“Quem não é capaz de sonhar com a história diante dos documentos não é historiador.” F. Braudel

“Quem não é capaz de sonhar com a história diante dos documentos não é historiador.” F. Braudel
Villa Borghese, Roma, Itália.

A Disputa de Tortosa

segunda-feira, 13 de junho de 2022

 

No início de 1412, em Castela, São Vicente Ferrer conseguiu impor um novo estatuto dos judeus, o estatuto de Valladolid. Entre outras coisas, eles foram proibidos de vender ou oferecer produtos alimentícios aos cristãos, fazer com que estes lavrassem para eles os campos ou mudar de domicílio. Quanto a suas roupas, seu feitio deveria ser humilde, de tecido grosseiro e comportar naturalmente um signo distintivo bem visível. Daí para a frente, em todos esses pontos, Castela passaria a seguir a tendência antijudaica do resto da Europa.

Nessa época, o papa Benedito XIII, de quem Vicente Ferrer era confessor, encontrava-se numa situação difícil devido ao Grande Cisma. Em 1412, tomou a decisão de converter todos os judeus em bloco. A demonstração que ele preparou ficou na história como a Disputa de Tortosa.

A demonstração durou perto de dois anos, e o campeão do cristianismo foi o erudito Josué de Lorca. Ele foi enfrentado por catorze rabinos. Muita sutileza foi gasta de ambos os aldos, mas o verdadeiro espetáculo estava no auditório. Entre mil e dois mil espectadores assistiam a cada sessão, sendo uma parte deles judeus que, seguindo um combinado prévio, se levantavam ao fim de cada colóquio para declarar que haviam se convencido dos argumentos de Lorca. Então, pediam para ser batizados ali mesmo. Três mil judeus passaram pelos batistérios de Tortosa entre janeiro de 1413 e novembro de 1414.

Atormentados e ameaçados, a maioria dos rabinos desistiram e suplicaram que se lhes permitissem voltar para casa no verão de 1414. Apenas dois rabinos seguiram até o fim na disputa.

Pouco depois, Benedito XIII foi condenado pela Cristandade no Concílio de Constança.

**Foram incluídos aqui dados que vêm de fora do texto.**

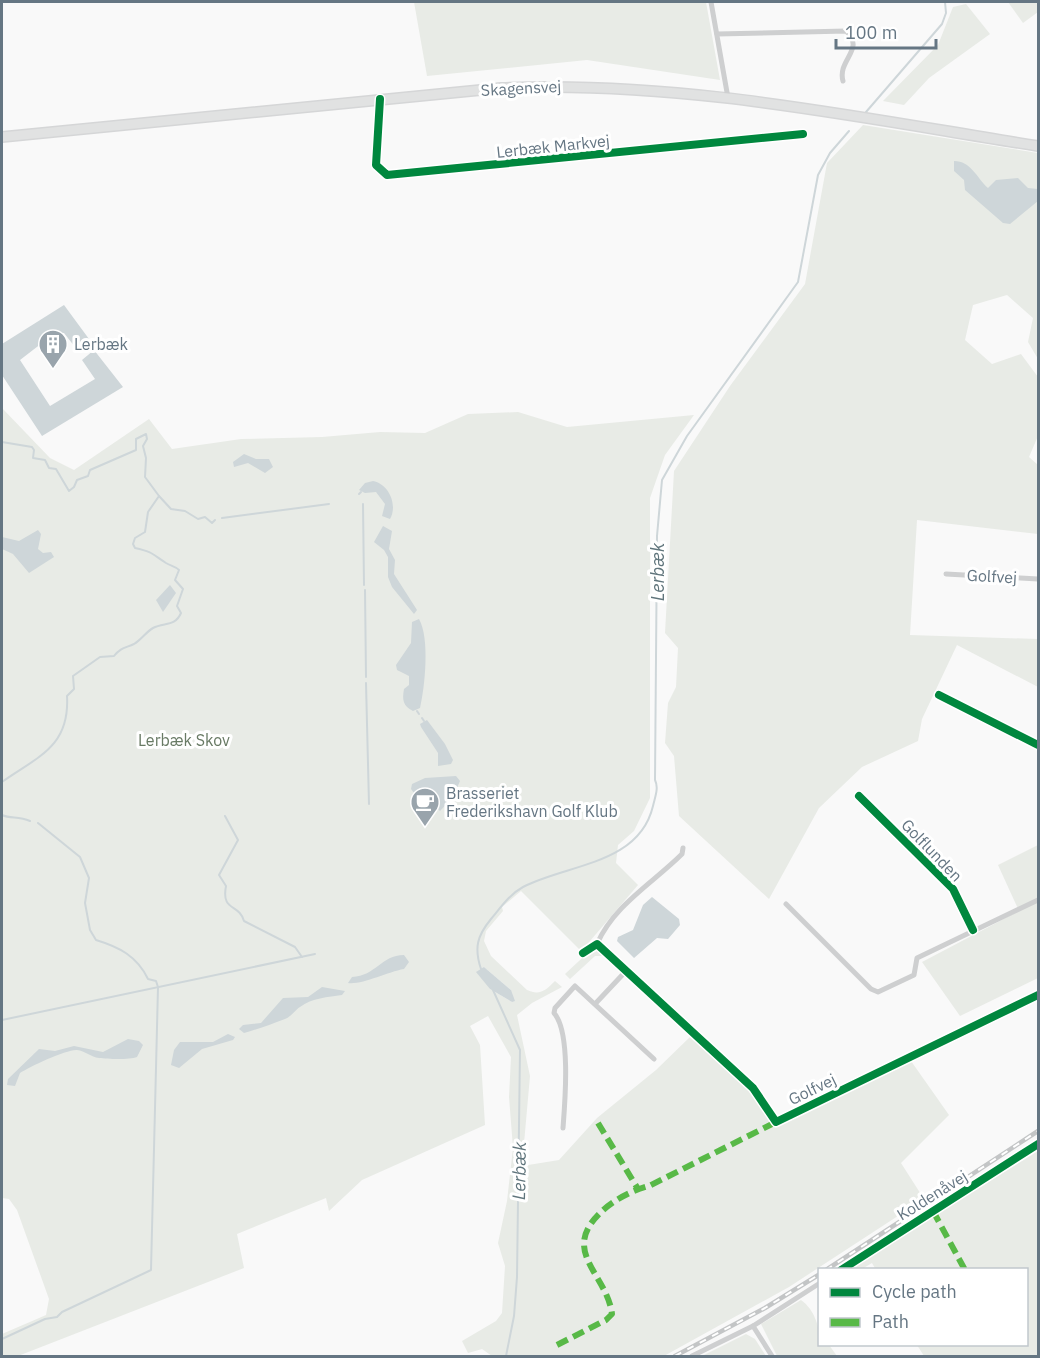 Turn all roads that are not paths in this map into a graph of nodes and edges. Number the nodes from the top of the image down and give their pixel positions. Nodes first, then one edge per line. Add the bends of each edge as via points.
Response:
1 (711, 2) edge
2 (717, 34) junction
3 (843, 81) dead end
4 (728, 98) junction
5 (380, 99) junction
6 (802, 134) dead end
7 (2, 137) edge
8 (1038, 146) edge
9 (946, 574) dead end
10 (1038, 579) edge
11 (939, 695) dead end
12 (1038, 745) edge
13 (860, 796) dead end
14 (683, 848) dead end
15 (1038, 900) edge
16 (786, 904) dead end
17 (973, 930) junction
18 (597, 944) junction
19 (583, 953) dead end
20 (626, 971) junction
21 (1038, 995) edge
22 (595, 1004) junction
23 (654, 1059) dead end
24 (563, 1128) dead end
25 (1038, 1144) edge
26 (843, 1268) edge
27 (818, 1284) edge
28 (753, 1326) junction
29 (692, 1356) edge
30 (772, 1356) edge

1 - 2 street
2 - 3 street via 846,31 855,44 844,64
2 - 4 street
4 - 5 main road, Skagensvej via 634,88 548,86
4 - 8 main road, Skagensvej
5 - 6 street, Lerbæk Markvej via 376,165 387,175
5 - 7 main road, Skagensvej
9 - 10 street, Golfvej
11 - 12 street
13 - 17 street, Golflunden via 953,889
14 - 18 street via 682,854 644,885 613,918
15 - 17 street
16 - 17 street via 878,992 915,975 917,958
18 - 19 street
18 - 20 street, Golfvej
20 - 21 street, Golfvej via 753,1088 776,1122
20 - 22 street
22 - 23 street
22 - 24 street via 575,986 555,1008 566,1073
25 - 26 street, Koldenåvej
27 - 28 street
28 - 29 street
28 - 30 street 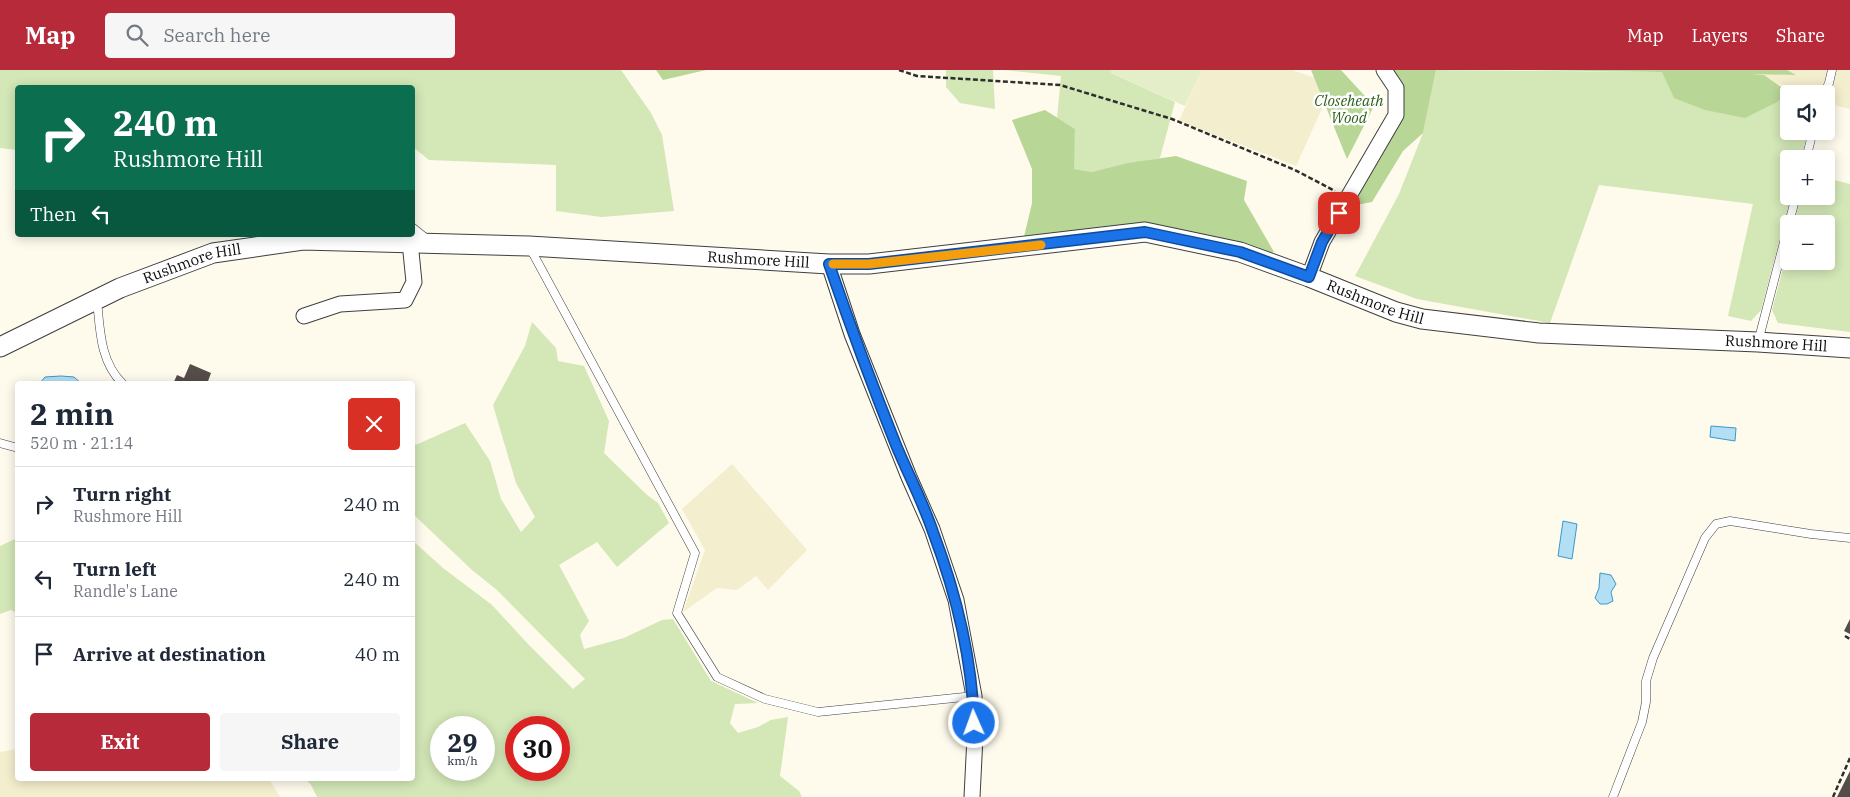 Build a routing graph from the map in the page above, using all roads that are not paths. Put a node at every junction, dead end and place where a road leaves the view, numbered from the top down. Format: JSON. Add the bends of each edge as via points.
{"nodes":[{"id":1,"x":1384,"y":70,"type":"edge"},
{"id":2,"x":1832,"y":70,"type":"edge"},
{"id":3,"x":1828,"y":85,"type":"edge"},
{"id":4,"x":1794,"y":205,"type":"edge"},
{"id":5,"x":415,"y":236,"type":"edge"},
{"id":6,"x":342,"y":237,"type":"edge"},
{"id":7,"x":411,"y":237,"type":"edge"},
{"id":8,"x":319,"y":238,"type":"edge"},
{"id":9,"x":529,"y":246,"type":"junction"},
{"id":10,"x":829,"y":264,"type":"junction"},
{"id":11,"x":1309,"y":277,"type":"junction"},
{"id":12,"x":97,"y":300,"type":"junction"},
{"id":13,"x":304,"y":316,"type":"dead end"},
{"id":14,"x":1758,"y":342,"type":"junction"},
{"id":15,"x":0,"y":347,"type":"edge"},
{"id":16,"x":1850,"y":348,"type":"edge"},
{"id":17,"x":121,"y":381,"type":"edge"},
{"id":18,"x":0,"y":443,"type":"edge"},
{"id":19,"x":15,"y":447,"type":"edge"},
{"id":20,"x":1850,"y":538,"type":"edge"},
{"id":21,"x":974,"y":696,"type":"junction"},
{"id":22,"x":972,"y":797,"type":"edge"},
{"id":23,"x":1613,"y":797,"type":"edge"}],
"edges":[{"from":1,"to":11,"type":"street","via":[[1396,88],[1396,115],[1322,242]]},
{"from":2,"to":3,"type":"lane"},
{"from":4,"to":14,"type":"lane"},
{"from":5,"to":9,"type":"street","name":"Rushmore Hill","via":[[431,243]]},
{"from":6,"to":8,"type":"street","name":"Rushmore Hill"},
{"from":7,"to":13,"type":"street","via":[[414,282],[405,300],[340,304]]},
{"from":8,"to":12,"type":"street","name":"Rushmore Hill","via":[[213,253]]},
{"from":9,"to":10,"type":"street","name":"Rushmore Hill"},
{"from":9,"to":21,"type":"lane","via":[[695,553],[677,612],[717,677],[766,699],[818,712]]},
{"from":10,"to":11,"type":"street","name":"Rushmore Hill","via":[[869,264],[1145,232],[1240,252]]},
{"from":10,"to":21,"type":"street","via":[[852,334],[932,529],[953,591]]},
{"from":11,"to":14,"type":"street","name":"Rushmore Hill","via":[[1422,319],[1539,334]]},
{"from":12,"to":15,"type":"street","name":"Rushmore Hill"},
{"from":12,"to":17,"type":"lane","via":[[106,361]]},
{"from":14,"to":16,"type":"street","name":"Rushmore Hill"},
{"from":18,"to":19,"type":"lane"},
{"from":20,"to":23,"type":"lane","via":[[1730,521],[1716,524],[1705,538],[1653,658],[1646,681],[1642,722]]},
{"from":21,"to":22,"type":"street"}]} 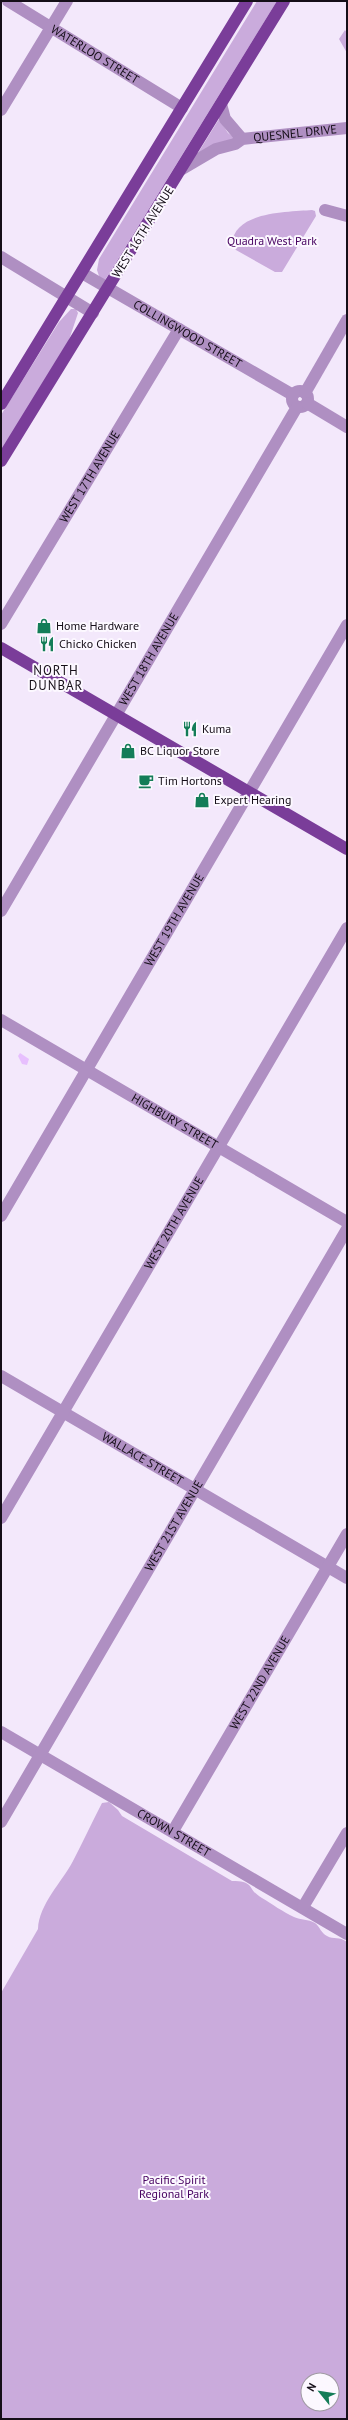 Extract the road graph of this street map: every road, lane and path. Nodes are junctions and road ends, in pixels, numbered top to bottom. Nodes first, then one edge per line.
1 (8, 1) edge
2 (67, 1) edge
3 (247, 1) edge
4 (284, 1) edge
5 (51, 28) junction
6 (221, 104) junction
7 (182, 108) junction
8 (1, 110) edge
9 (347, 128) edge
10 (242, 139) junction
11 (182, 169) junction
12 (325, 210) dead end
13 (347, 216) edge
14 (1, 257) edge
15 (82, 273) junction
16 (108, 289) junction
17 (67, 297) junction
18 (93, 313) junction
19 (347, 320) edge
20 (179, 329) junction
21 (301, 400) junction
22 (1, 404) edge
23 (347, 427) edge
24 (1, 461) edge
25 (1, 624) edge
26 (347, 625) edge
27 (1, 648) edge
28 (115, 716) junction
29 (250, 792) junction
30 (347, 849) edge
31 (1, 911) edge
32 (347, 928) edge
33 (1, 1020) edge
34 (86, 1070) junction
35 (218, 1147) junction
36 (1, 1216) edge
37 (347, 1222) edge
38 (347, 1229) edge
39 (1, 1376) edge
40 (63, 1412) junction
41 (195, 1490) junction
42 (1, 1518) edge
43 (347, 1534) edge
44 (328, 1567) junction
45 (347, 1578) edge
46 (1, 1732) edge
47 (41, 1754) junction
48 (1, 1822) edge
49 (173, 1831) junction
50 (347, 1833) edge
51 (303, 1908) junction
52 (347, 1934) edge

1 - 5 street, WATERLOO STREET
2 - 5 street
3 - 7 main road
4 - 6 main road, WEST 16TH AVENUE
5 - 7 street, WATERLOO STREET
5 - 8 street
6 - 10 street, QUESNEL DRIVE
6 - 11 main road, WEST 16TH AVENUE
7 - 15 main road
9 - 10 street, QUESNEL DRIVE
10 - 11 street, QUESNEL DRIVE
11 - 16 main road, WEST 16TH AVENUE
12 - 13 street
14 - 17 street
15 - 16 street, COLLINGWOOD STREET
15 - 17 main road
16 - 18 main road, WEST 16TH AVENUE
16 - 20 street, COLLINGWOOD STREET
17 - 18 street
17 - 22 main road
18 - 24 main road, WEST 16TH AVENUE
19 - 21 street, WEST 18TH AVENUE
20 - 21 street, COLLINGWOOD STREET
20 - 25 street, WEST 17TH AVENUE
21 - 23 street, COLLINGWOOD STREET
21 - 28 street, WEST 18TH AVENUE
26 - 29 street, WEST 19TH AVENUE
27 - 28 main road
28 - 29 main road
28 - 31 street, WEST 18TH AVENUE
29 - 30 main road
29 - 34 street, WEST 19TH AVENUE
32 - 35 street, WEST 20TH AVENUE
33 - 34 street, HIGHBURY STREET
34 - 35 street, HIGHBURY STREET
34 - 36 street, WEST 19TH AVENUE
35 - 37 street, HIGHBURY STREET
35 - 40 street, WEST 20TH AVENUE
38 - 41 street, WEST 21ST AVENUE
39 - 40 street, WALLACE STREET
40 - 41 street, WALLACE STREET
40 - 42 street, WEST 20TH AVENUE
41 - 44 street, WALLACE STREET
41 - 47 street, WEST 21ST AVENUE
43 - 44 street, WEST 22ND AVENUE
44 - 45 street, WALLACE STREET
44 - 49 street, WEST 22ND AVENUE
46 - 47 street, CROWN STREET
47 - 48 street, WEST 21ST AVENUE
47 - 49 street, CROWN STREET
49 - 51 street, CROWN STREET
50 - 51 street
51 - 52 street, CROWN STREET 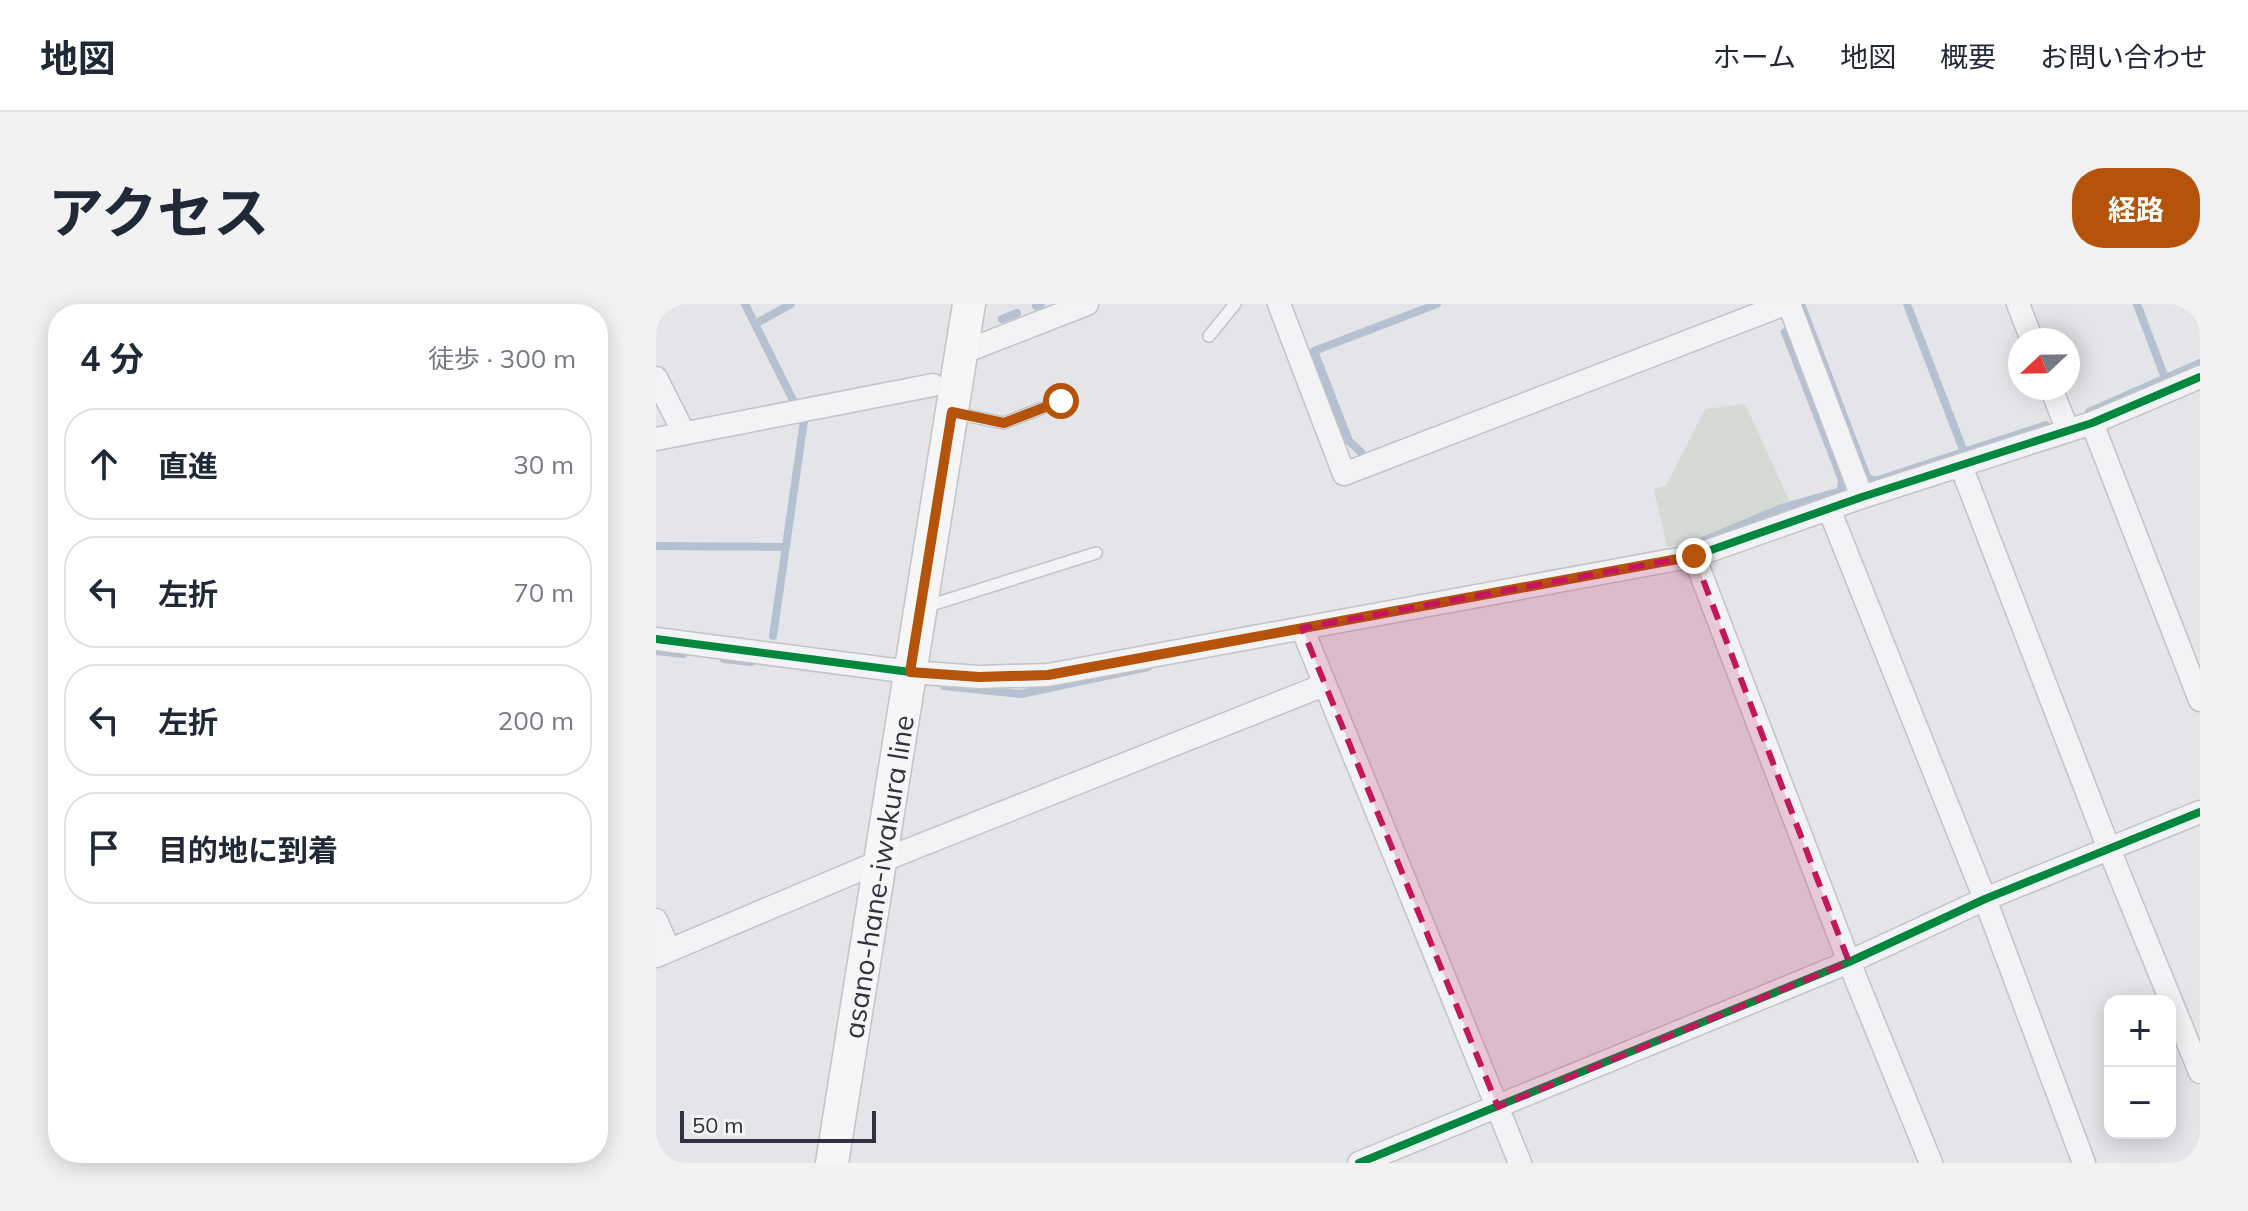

Porém, ele podia se gabar de que, de Perpignan a Cádiz, os judeus novamente se convertiam em massa. Nas crônicas judaicas, 1391 ficou como "o ano das perseguições e da opressão", ao passo que 1413-14 é "o ano da apostasia".     

Adaptado de POLIAKOV, Léon. De Maomé aos Marranos. Tradução de Ana M. Goldberger Coelho e J. Guinsburg. São Paulo: Perspectiva, 1984, p. 140-142.